A medical board which has examined the body of Gul Sama, the child aged around 10 years who was allegedly killed for honour as ‘karo kari’ in a village in the Dadu district a fortnight ago, has found her face, neck and torso to be badly fractured. They believe these injuries which caused her death followed a jirga verdict. The body was exhumed from a graveyard near the Kirthar range for examination and a number of persons including the girl’s father are under arrest. There are attempts on to detain others in the case, some of whom have fled towards Balochistan. The precise details of why the girl was declared ‘kari’ is not clear, but people in the neighbourhood say it arose from her playing with children from neighbouring homes.

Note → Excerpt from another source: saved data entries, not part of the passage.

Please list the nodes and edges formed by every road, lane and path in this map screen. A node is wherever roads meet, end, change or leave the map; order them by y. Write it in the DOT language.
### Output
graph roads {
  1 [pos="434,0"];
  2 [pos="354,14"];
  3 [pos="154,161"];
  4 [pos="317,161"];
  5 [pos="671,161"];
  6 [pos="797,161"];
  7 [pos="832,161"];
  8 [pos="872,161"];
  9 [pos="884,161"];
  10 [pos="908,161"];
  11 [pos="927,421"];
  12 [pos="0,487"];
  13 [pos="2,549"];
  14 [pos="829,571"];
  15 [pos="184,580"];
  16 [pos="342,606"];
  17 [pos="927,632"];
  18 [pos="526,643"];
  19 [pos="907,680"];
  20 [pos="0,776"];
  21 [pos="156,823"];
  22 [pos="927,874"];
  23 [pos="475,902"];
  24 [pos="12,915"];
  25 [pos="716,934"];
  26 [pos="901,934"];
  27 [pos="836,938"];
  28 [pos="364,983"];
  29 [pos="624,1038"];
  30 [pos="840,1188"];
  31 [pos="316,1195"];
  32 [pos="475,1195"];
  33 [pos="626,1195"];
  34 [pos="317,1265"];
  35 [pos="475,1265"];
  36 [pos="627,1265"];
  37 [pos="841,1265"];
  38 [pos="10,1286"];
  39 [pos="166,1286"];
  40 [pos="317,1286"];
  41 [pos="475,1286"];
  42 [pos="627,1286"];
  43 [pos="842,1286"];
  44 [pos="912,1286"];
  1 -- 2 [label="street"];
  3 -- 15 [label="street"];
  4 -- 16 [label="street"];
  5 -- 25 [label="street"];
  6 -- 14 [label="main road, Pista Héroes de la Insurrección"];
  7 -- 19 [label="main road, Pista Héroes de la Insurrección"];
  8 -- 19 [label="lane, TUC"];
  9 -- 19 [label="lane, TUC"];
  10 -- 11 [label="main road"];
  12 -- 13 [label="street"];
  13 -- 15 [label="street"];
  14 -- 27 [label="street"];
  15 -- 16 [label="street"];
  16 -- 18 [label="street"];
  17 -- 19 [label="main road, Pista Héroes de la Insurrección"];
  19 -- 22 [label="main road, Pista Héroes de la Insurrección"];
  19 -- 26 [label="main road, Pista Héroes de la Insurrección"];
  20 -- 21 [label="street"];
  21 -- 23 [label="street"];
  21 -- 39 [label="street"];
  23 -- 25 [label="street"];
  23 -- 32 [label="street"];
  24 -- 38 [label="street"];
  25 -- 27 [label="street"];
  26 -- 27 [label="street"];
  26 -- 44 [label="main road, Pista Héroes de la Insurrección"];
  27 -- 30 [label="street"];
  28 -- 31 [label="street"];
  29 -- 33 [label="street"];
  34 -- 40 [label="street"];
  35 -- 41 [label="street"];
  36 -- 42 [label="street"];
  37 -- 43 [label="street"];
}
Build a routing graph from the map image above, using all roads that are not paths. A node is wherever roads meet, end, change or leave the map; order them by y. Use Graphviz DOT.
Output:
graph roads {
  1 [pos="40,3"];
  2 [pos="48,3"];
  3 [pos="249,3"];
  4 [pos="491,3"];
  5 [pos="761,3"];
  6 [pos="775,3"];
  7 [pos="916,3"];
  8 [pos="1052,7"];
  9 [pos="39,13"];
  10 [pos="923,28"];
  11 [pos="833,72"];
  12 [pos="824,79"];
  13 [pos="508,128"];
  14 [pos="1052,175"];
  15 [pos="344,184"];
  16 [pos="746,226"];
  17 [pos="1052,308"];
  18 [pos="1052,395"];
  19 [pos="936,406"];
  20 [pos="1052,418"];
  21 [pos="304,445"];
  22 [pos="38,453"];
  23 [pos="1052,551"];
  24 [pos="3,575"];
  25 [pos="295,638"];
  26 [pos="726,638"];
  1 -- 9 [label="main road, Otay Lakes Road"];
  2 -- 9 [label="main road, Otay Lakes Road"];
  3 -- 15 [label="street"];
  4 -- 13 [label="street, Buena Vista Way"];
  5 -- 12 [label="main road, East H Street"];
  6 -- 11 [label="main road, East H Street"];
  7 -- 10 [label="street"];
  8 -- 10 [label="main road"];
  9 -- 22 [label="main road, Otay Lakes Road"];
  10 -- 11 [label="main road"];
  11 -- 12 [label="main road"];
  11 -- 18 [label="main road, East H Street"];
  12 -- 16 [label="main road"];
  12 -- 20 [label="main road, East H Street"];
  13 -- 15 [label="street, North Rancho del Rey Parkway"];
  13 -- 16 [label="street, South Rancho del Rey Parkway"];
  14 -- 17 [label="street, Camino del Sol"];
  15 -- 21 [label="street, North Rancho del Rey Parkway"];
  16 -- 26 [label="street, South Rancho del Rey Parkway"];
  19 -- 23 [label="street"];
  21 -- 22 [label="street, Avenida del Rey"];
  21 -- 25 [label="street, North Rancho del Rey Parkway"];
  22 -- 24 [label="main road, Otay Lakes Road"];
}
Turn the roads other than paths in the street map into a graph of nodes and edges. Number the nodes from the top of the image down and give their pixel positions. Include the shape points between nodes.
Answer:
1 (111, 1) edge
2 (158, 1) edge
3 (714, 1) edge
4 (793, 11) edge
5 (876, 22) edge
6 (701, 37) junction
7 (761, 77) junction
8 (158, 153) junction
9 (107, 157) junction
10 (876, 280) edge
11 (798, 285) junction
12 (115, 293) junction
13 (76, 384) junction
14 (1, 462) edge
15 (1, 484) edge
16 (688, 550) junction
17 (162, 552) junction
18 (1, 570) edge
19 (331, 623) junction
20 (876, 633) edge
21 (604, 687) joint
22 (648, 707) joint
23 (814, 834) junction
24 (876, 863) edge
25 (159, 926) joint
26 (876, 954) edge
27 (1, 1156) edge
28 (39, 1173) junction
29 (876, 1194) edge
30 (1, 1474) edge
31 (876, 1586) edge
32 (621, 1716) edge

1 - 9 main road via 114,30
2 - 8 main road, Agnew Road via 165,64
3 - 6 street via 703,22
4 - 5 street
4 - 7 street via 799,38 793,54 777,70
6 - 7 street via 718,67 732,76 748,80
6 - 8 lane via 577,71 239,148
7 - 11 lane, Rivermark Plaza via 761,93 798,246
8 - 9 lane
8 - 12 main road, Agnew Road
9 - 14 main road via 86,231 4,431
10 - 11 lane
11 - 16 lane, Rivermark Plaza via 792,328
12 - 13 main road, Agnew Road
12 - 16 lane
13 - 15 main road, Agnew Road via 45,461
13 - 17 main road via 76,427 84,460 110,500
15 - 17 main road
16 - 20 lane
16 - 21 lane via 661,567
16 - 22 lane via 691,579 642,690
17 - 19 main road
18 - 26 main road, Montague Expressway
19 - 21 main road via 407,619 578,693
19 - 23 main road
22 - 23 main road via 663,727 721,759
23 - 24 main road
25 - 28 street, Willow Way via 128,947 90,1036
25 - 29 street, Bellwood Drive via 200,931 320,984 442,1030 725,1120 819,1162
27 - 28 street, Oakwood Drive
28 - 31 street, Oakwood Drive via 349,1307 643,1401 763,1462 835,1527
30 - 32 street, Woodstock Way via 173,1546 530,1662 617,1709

While human rights groups have expressed deep concern over the stoning, the fact is that despite an attempt to tighten up laws on honour killings notably after the murder of Qandeel Baloch, such cases continue under the system of feudal justice and jirga verdicts still in place even in more developed areas. In this case a police officer became the complainant in the matter. We do not know how many other girls may have been killed without the truth surfacing. The parents of Gul Sama say the stones had fallen on her in an accident. However, it is known arrangements had been made earlier for her funeral by a local cleric.

The reality is that some 1000 women continue to be killed each year on the grounds of honour. There are also other kinds of violence against women, such as the kidnapping of Dua Mangi from DHA in Karachi. Although it appears the case is turning into one of kidnapping for ransom, with an amount reportedly demanded from the family, what is shocking are the remarks appearing over social media. Using their full names and pictures people ask why Dua was walking in a public space, what clothes she was wearing and why she was accompanied by a young man. Such attitudes explain why women remain at huge risk in our country. The problem will continue until they can be respected as citizens who have equal rights and who must not be used on the pretext of saving family honour or on other grounds.